Saw a video for it on the Ruger forum. Seems as many are welcoming the gun because of the extremely "lite rack". Which I believe is something that is needed for a few of us older tender-handed dudes. I will definitely give it a look-see. 
I did read or see in the video where one guy pointed out that it has a slide lock near the rear of the slide to lock it for holstering. If that is the case?- that may require some additional training as I can see that being a potential issue with some of the older more forgetful folk (like me  ). Not at all downing the gun- as I may would be interested.
It weighs 20 oz empty


----------



## wirenut (Dec 16, 2015)

berettatoter said:


> Well, not a bad looking gun, but these manufacturers are starting to confuse me a bit. The Security 9 and 9c are already fairly soft shooting guns, and in 9mm Luger...like the little .380 Auto, but why would they make this?
> 
> Maybe for people who have issues with recoil? 9mm is expensive enough these days, and .380 ACP is even more. I wonder why they did this?
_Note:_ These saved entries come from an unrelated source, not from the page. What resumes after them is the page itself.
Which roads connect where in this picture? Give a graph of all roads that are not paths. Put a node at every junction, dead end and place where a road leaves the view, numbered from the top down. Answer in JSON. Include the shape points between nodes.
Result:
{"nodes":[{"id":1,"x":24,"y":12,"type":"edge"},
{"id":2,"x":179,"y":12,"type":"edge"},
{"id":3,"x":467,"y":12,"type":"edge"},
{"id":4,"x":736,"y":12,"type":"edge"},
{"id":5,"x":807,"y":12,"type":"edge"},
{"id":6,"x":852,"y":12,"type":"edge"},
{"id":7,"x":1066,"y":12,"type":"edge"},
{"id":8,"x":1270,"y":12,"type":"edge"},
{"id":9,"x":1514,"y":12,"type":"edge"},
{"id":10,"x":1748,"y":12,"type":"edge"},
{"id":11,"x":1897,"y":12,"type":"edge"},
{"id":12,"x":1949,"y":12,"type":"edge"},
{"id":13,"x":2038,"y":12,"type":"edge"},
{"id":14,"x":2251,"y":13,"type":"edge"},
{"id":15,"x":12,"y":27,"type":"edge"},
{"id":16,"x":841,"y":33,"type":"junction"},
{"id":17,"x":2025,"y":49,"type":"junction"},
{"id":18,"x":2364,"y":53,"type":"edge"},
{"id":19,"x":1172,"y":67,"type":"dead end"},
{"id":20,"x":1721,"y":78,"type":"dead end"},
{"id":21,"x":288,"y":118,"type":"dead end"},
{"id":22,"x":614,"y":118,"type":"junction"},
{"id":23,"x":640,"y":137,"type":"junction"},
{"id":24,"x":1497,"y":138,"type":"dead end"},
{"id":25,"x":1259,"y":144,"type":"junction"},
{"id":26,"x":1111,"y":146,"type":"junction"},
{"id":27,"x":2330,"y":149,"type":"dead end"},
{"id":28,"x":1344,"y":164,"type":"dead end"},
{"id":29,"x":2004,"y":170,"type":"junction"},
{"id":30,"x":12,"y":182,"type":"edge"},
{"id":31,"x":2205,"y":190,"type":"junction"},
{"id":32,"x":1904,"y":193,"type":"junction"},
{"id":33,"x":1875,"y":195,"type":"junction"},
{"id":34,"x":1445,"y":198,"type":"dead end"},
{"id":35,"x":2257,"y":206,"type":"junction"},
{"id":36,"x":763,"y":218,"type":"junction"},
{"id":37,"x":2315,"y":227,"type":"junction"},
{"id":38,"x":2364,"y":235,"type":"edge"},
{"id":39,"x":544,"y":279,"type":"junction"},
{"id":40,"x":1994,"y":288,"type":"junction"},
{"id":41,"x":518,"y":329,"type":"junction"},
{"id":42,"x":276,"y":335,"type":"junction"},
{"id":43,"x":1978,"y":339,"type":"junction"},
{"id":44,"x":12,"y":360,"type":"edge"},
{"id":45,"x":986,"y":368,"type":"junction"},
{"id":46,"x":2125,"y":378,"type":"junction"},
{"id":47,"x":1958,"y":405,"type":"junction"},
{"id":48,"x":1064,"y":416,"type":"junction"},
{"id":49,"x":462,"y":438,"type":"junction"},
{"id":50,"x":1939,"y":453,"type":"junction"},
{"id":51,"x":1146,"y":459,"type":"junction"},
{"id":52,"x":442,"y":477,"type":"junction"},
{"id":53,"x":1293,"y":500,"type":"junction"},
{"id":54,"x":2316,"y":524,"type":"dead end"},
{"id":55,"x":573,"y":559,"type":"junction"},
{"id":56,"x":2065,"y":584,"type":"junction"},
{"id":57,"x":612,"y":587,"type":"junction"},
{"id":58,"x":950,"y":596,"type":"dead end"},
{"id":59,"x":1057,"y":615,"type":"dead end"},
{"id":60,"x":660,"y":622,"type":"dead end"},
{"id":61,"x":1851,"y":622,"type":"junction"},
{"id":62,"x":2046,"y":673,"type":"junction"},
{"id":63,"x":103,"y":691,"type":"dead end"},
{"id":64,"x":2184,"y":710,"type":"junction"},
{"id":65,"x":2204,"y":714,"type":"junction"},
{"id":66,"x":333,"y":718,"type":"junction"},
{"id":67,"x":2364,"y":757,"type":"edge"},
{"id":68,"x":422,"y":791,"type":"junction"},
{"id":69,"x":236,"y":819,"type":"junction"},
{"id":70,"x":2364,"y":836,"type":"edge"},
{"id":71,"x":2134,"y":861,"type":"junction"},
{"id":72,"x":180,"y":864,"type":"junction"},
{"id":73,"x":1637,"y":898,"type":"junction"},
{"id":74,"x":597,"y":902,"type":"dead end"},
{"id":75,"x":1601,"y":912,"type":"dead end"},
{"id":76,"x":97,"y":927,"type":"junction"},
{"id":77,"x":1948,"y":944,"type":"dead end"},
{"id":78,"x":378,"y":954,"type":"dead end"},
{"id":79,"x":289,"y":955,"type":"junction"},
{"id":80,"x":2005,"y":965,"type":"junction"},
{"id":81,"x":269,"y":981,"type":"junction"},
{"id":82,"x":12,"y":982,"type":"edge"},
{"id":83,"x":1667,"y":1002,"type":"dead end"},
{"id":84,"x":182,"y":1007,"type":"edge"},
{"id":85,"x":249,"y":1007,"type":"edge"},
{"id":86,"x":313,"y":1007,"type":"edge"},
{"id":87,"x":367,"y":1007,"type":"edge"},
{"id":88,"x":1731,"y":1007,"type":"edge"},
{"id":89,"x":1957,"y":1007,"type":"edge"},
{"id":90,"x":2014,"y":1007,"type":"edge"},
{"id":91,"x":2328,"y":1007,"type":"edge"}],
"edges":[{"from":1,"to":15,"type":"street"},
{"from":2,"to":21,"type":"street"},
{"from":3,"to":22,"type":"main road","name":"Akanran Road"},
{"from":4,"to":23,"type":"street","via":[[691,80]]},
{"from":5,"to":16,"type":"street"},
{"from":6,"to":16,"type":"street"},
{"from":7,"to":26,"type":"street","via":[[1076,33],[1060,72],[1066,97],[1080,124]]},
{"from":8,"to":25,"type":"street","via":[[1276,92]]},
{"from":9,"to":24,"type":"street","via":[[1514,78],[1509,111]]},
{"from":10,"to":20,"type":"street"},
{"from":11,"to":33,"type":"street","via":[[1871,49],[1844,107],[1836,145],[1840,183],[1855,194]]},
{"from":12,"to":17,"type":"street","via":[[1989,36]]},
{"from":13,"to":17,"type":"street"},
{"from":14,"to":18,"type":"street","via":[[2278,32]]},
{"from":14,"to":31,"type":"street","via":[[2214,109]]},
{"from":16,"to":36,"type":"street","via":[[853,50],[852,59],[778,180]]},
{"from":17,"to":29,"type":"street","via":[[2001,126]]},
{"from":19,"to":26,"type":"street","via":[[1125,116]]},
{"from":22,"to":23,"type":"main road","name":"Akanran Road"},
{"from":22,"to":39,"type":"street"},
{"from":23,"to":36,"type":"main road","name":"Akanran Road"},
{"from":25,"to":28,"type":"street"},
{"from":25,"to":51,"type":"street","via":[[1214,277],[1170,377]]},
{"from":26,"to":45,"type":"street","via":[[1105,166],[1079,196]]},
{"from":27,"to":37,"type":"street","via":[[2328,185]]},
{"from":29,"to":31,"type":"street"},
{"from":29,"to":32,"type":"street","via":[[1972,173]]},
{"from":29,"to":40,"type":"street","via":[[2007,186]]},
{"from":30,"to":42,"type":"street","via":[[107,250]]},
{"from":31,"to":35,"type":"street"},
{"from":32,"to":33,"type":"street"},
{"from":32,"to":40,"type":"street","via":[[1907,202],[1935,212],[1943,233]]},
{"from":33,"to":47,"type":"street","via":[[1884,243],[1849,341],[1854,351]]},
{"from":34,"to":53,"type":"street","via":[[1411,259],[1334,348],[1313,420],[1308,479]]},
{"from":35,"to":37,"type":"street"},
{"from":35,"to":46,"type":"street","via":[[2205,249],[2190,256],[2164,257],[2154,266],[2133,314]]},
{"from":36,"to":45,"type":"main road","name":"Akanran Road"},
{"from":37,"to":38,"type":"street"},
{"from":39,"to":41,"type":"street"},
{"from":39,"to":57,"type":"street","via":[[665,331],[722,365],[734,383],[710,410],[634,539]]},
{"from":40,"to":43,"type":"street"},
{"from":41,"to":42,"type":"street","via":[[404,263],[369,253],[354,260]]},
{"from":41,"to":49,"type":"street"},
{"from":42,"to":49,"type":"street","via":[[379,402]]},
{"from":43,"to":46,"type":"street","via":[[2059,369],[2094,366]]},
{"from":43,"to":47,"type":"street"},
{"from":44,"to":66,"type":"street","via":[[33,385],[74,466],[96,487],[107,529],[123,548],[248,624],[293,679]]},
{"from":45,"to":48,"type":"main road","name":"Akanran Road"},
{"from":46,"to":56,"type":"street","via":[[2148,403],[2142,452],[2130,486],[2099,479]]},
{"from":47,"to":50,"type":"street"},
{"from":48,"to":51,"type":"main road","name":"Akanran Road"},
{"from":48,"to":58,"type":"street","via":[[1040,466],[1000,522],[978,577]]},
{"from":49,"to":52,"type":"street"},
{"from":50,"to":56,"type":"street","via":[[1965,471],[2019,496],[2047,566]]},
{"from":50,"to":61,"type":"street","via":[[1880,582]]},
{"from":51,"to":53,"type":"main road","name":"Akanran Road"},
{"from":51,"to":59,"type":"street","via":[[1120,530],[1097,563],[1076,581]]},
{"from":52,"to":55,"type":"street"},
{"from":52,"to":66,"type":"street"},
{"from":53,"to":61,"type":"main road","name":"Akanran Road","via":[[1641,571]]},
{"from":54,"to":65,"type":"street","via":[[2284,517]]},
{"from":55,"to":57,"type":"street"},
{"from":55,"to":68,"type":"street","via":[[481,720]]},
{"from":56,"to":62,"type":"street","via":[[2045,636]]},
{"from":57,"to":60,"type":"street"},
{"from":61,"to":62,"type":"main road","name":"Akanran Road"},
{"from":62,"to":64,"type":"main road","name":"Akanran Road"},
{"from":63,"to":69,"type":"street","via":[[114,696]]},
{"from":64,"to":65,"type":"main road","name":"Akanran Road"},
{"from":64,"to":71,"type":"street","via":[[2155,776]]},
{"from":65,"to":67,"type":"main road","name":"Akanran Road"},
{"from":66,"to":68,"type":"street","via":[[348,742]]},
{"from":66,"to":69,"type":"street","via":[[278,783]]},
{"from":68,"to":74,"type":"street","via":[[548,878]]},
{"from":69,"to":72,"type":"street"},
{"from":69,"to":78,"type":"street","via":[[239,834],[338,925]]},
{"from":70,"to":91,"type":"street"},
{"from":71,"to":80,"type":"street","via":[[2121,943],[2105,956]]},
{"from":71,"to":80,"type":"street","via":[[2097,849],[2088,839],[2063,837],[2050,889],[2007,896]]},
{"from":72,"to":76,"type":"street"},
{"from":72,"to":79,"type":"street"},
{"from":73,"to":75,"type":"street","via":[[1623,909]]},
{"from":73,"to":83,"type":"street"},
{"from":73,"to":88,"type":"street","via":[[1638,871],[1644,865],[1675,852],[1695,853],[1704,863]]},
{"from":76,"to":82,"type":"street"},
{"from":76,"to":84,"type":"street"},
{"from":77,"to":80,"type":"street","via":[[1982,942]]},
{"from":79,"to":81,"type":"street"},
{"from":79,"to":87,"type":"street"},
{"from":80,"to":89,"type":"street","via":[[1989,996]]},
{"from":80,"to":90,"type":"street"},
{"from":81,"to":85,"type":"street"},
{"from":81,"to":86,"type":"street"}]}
I believe they are following S&W and Walther to cater to new female shooters.


----------



## rexherring (Nov 13, 2012)

Also a good choice for old guys like me that have arthritis in my hands and have a harder time racking my 1911. I love the Bersa Thunder Plus 15 round .380, fun to shoot and easy on my hands plus it eats all my hand-loads to keep it cheaper to shoot.


----------



## berettatoter (Sep 1, 2011)

wirenut said:


> I believe they are following S&W and Walther to cater to new female shooters.


Yeah, probably. I would have one myself, if I had cash to blow, but don't shoot a lot of .380 due to the cost.


----------



## mur.cap (7 mo ago)

A 9mm handgun with 15 rounds is contra-indicated to common sense. Get a Nine with a Spine. There are EZ rack nines out there.
Another Merlin the Magician Boutique "gun."


----------



## bnolsen (Jul 10, 2017)

I saw honest outlaws (?) video where one of his magazines exploded when dropped during a mag change and the pistol also kept on failing to lock back. I'm afraid ruger really screwed this one up unless they do something about those mags or a 3rd party manufacturer steps in.


----------



## mur.cap (7 mo ago)

Appears to be like attempting to put Cadillac features into a Volkswagen.
By the Cadillac for the extra bucks.
Do we really need a 15 .380?


----------



## LostinTexas (Oct 1, 2018)

berettatoter said:


> Well, not a bad looking gun, but these manufacturers are starting to confuse me a bit. The Security 9 and 9c are already fairly soft shooting guns, and in 9mm Luger...like the little .380 Auto, but why would they make this?
> 
> Maybe for people who have issues with recoil? 9mm is expensive enough these days, and .380 ACP is even more. I wonder why they did this?


Because marketing says it will sell.
I'm not a 9MM fan, but .380 is a very last resort round for a lot of reasons, and you really don't get much recoil reduction for the anemic firepower.
I really like the Security9. It checks a lot of boxes, even though it is a 9. If they made it in 40, I'd have purchased one a long time before I did.
Lots of folks like the SA of the Security, so it may be a seller.


----------



## Javbike (Oct 21, 2021)

I like it looks great but I still I would go with the Bersa firestorm if I wanted a 380 I don’t know want the price is Bersa can be had for under 3 hundred


----------



## Rich2500 (12 d ago)

Good looking gun, just wouldn't buy it in a 380


----------